• Data excerpts:
┏━━

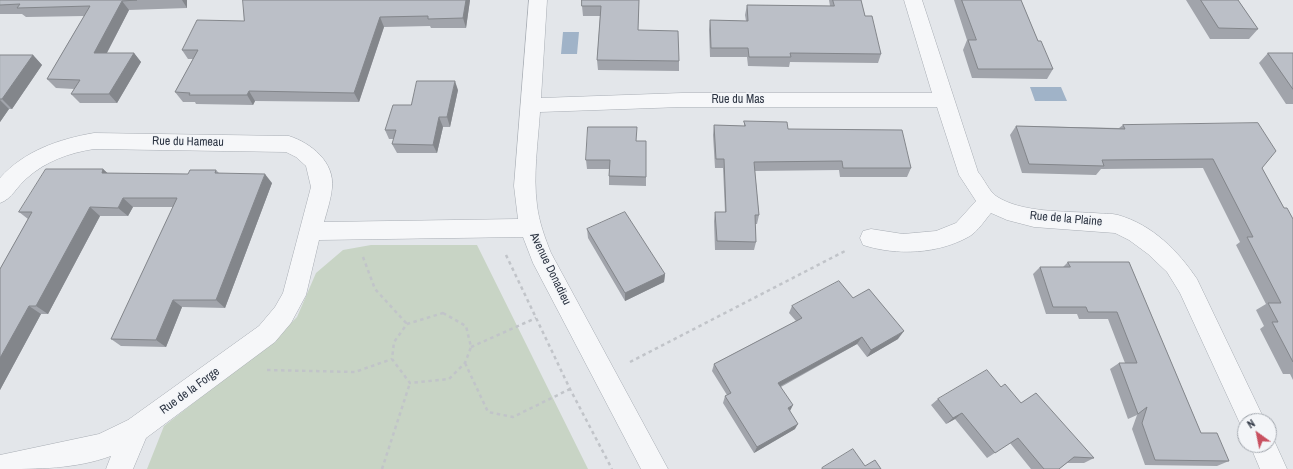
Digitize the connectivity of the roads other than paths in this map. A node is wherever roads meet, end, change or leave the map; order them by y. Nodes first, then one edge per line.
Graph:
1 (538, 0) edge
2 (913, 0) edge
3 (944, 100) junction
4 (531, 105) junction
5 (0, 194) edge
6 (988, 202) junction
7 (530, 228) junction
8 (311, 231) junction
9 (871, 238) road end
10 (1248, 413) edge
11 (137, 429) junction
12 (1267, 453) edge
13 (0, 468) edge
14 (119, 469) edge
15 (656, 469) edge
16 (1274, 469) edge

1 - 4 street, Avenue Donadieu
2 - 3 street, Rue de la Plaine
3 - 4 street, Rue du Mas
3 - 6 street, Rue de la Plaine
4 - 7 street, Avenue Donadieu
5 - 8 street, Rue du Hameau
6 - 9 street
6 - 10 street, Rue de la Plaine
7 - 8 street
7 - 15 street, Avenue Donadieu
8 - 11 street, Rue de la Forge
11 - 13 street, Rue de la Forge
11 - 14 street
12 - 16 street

┗━━
┏━━

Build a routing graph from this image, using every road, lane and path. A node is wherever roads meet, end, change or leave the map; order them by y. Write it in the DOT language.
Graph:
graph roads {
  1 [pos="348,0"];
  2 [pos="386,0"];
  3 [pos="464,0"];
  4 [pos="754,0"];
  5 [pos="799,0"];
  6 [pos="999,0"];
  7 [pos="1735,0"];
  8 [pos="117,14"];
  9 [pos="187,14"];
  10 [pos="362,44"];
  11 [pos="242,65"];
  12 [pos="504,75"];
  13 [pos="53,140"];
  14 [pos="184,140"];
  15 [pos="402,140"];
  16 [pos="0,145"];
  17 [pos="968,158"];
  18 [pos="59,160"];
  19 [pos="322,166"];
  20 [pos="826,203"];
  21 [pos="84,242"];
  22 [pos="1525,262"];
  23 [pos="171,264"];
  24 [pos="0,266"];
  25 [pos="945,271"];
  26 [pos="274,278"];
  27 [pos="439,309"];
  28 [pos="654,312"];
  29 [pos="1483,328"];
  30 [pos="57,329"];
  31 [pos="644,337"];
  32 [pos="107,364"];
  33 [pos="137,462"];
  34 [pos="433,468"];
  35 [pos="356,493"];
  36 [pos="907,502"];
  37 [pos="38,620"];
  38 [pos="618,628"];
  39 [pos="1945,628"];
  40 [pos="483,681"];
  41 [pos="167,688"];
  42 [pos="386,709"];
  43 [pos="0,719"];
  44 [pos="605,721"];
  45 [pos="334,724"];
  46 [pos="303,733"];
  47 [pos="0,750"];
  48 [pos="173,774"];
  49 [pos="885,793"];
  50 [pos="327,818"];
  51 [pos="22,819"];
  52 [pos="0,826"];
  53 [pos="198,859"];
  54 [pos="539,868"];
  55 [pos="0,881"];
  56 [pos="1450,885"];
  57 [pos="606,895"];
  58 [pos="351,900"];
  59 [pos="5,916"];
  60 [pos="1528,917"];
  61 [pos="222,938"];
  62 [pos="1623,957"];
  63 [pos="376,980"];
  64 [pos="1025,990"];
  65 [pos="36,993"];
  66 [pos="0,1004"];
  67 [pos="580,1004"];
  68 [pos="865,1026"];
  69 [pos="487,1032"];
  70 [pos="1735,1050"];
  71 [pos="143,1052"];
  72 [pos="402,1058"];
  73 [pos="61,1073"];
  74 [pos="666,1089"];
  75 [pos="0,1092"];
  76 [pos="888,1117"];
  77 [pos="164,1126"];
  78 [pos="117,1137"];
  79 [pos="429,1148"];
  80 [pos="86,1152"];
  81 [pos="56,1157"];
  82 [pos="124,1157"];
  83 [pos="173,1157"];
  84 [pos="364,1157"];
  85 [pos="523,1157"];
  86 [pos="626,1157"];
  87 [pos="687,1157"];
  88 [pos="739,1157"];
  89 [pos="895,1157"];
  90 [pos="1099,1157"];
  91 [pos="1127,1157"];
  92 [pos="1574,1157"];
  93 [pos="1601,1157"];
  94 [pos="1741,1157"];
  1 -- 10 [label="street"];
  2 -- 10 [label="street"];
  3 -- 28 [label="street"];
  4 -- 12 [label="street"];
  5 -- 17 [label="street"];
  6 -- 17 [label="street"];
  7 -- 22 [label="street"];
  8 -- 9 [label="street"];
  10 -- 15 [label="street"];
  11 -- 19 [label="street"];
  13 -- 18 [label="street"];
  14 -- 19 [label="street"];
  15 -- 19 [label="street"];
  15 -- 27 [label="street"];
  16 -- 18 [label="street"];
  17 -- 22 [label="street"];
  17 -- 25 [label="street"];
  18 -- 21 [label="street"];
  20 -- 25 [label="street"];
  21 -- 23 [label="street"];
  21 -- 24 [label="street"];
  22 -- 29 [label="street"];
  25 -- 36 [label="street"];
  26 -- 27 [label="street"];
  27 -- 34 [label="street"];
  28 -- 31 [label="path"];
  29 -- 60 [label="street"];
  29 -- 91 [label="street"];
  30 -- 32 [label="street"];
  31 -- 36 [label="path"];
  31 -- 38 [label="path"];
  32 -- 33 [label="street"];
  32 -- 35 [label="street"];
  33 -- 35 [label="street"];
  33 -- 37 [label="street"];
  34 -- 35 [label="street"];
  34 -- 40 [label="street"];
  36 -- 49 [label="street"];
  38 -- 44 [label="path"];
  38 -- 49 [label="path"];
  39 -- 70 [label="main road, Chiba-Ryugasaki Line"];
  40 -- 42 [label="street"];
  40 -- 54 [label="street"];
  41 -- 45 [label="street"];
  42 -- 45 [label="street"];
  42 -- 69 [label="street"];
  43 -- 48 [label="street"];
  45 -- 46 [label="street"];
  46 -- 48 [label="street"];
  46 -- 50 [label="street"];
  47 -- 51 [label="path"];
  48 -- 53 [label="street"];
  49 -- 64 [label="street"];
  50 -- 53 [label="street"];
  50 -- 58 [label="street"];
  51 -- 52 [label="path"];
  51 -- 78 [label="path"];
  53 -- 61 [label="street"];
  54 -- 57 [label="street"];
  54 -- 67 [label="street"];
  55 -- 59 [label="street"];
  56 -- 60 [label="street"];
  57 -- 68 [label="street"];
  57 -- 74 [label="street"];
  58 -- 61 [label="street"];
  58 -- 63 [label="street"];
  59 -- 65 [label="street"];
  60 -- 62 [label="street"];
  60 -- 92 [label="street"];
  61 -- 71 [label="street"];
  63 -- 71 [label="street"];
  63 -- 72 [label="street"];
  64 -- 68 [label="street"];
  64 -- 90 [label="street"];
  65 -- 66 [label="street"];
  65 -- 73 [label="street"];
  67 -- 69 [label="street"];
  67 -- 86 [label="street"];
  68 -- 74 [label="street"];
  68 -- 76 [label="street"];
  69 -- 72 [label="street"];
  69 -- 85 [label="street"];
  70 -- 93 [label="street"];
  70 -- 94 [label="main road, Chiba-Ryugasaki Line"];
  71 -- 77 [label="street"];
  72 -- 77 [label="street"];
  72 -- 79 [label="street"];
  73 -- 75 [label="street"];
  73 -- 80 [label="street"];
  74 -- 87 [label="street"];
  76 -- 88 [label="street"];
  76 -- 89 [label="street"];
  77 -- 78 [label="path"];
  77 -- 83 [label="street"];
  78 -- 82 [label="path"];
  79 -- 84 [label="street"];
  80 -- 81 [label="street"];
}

┗━━
┏━━

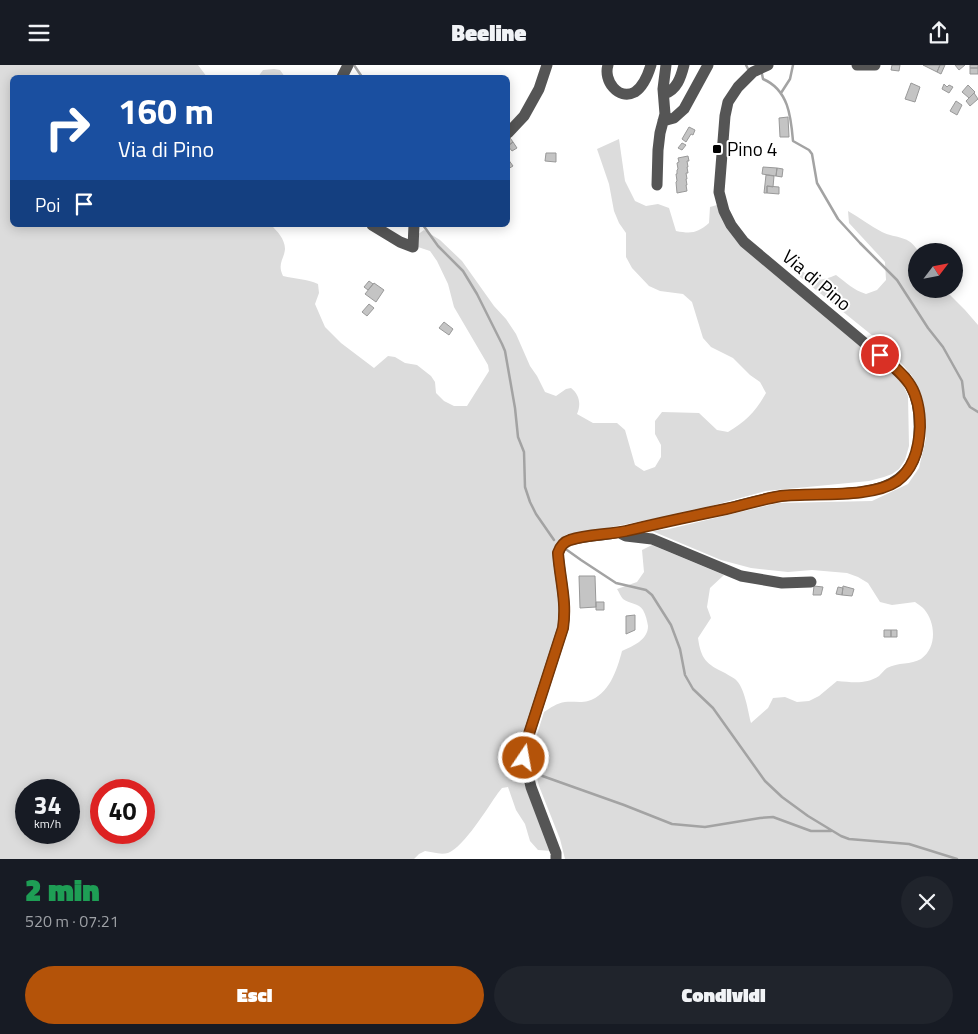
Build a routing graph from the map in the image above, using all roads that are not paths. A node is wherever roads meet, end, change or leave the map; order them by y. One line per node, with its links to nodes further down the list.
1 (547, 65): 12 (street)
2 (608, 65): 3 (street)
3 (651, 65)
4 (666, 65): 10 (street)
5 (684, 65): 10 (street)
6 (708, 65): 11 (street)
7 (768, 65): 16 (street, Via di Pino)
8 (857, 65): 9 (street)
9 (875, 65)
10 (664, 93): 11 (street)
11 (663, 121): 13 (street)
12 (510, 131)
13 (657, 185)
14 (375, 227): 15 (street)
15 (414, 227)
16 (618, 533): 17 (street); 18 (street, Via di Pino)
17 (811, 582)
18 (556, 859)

┗━━

• What you need to do:
Across the data, pull every line containing the string "this".

• The completed task:
Digitize the connectivity of the roads other than paths in this map. A node is wherever roads meet, end, change or leave the map; order them by y. Nodes first, then one edge per line.
Build a routing graph from this image, using every road, lane and path. A node is wherever roads meet, end, change or leave the map; order them by y. Write it in the DOT language.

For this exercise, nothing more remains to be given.